Si separarono solo per riprendere un po’ di lucidità.
Tom non voleva che la situazione gli sfuggisse di mano, così da rovinare tutto. Gli piaceva molto, Bex. Gli piaceva davvero.
- A domani – le disse un po’ ansante, con la voce roca e quell’accento inglese così maledettamente affascinante.
- ‘Notte – sussurrò balbettando lei, imbarazzata e trasognata.
Lui fece qualche passo verso il marciapiede, poi si fermò – Non ti scriverò un messaggio dopo. Non sono quel tipo di ragazzo, mi dispiace.
Becca alzò le spalle mentre gli sorrideva – Per fortuna, perché non sono quel tipo di ragazza che aspetta messaggi. Sinceramente, mi mettono ansia – e sparì all’interno del piccolo palazzo.
Tom si mise a fissare le stelle. Per la prima volta vi lesse una storia mai raccontata.
Era l’inizio della fine.
 
Il giorno dopo non c’era imbarazzo in loro, solo la voglia di ripetere quel gesto.
Presero la scusa di una passeggiata, per fermarsi poco dopo il bagno che frequentavano, in una pineta.

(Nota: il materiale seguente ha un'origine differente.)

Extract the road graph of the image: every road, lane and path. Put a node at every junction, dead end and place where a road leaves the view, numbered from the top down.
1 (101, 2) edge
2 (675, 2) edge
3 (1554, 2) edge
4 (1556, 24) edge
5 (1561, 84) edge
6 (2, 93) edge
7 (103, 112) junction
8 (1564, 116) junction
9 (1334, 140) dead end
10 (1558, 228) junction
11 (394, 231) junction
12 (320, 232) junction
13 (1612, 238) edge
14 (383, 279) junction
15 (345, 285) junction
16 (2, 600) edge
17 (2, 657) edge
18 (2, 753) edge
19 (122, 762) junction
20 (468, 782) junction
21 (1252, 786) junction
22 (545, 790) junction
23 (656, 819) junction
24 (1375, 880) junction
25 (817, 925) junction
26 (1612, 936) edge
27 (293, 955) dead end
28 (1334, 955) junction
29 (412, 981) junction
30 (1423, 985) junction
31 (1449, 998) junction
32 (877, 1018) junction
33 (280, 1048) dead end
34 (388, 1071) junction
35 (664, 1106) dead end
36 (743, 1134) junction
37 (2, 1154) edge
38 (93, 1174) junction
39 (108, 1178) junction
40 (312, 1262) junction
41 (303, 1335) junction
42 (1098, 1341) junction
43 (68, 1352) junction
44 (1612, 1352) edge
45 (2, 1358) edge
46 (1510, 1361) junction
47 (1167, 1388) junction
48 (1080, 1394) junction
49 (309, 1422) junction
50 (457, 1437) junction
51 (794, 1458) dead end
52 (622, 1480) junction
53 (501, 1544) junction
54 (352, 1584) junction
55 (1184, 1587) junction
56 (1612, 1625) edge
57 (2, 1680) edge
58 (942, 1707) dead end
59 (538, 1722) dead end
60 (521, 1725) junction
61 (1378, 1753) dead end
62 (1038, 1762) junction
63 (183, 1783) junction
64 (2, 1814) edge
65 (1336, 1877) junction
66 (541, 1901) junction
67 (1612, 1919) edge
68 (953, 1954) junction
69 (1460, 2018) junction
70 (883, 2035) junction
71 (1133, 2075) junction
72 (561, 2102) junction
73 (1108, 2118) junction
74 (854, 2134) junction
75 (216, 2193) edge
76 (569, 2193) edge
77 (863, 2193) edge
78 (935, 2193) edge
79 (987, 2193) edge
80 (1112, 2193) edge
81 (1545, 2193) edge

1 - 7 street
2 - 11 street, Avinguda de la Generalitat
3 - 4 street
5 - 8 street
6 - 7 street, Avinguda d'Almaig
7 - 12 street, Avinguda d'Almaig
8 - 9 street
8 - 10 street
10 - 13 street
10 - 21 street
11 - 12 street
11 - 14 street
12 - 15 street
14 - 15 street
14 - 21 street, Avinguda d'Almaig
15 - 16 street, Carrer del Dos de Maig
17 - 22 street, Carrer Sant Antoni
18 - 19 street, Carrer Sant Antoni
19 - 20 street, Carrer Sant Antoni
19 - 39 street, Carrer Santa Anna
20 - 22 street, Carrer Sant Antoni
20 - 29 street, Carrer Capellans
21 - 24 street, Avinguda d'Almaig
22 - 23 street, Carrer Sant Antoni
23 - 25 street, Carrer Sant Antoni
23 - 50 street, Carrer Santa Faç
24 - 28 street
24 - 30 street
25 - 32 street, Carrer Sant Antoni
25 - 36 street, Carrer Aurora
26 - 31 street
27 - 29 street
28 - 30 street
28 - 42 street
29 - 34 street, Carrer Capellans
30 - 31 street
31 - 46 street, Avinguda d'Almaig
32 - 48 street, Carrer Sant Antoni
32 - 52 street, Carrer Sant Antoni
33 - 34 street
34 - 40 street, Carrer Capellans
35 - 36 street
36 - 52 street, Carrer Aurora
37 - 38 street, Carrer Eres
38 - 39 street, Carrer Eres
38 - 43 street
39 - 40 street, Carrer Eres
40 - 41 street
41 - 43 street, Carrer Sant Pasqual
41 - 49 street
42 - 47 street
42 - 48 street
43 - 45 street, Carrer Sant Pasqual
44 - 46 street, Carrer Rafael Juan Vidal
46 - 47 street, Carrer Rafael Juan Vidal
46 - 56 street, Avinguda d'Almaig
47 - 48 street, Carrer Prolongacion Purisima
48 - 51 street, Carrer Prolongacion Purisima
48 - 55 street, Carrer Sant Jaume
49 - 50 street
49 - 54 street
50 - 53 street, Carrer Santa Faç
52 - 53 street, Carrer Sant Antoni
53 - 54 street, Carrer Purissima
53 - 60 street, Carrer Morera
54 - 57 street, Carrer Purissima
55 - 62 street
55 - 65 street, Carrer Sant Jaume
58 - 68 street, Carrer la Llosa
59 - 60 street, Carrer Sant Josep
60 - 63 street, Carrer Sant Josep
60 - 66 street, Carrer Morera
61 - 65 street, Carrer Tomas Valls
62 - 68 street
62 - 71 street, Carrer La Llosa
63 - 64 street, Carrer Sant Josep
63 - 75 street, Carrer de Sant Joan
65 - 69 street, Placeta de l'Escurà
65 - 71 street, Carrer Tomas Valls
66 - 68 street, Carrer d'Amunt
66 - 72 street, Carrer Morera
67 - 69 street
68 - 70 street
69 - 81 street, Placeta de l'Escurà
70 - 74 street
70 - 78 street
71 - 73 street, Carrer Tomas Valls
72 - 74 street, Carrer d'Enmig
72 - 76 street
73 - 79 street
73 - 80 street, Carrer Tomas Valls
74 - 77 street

La sera finì come quella precedente.
La mattina per Rebecca era diventato difficile alzarsi, ma passava volentieri il tempo con la nonna. Per Matilde vedere quel sorriso era una sensazione impagabile. Sapeva che poteva essere imputabile solo ad un ragazzo, ma alla nipote non disse nulla. Tenere quelle cose segrete rendeva tutto più romantico.
I ragazzi sapevano tutto, ma si comportavano con normalità. Non volevano creare imbarazzi inesistenti o situazioni sgradevoli. Era una vacanza, si stavano divertendo e non volevano minimamente rovinarsela.
Arrivò la terza sera, quella in cui alcuni ragazzi avevano organizzato un falò sulla spiaggia, vicino al bagno di Fabrizio.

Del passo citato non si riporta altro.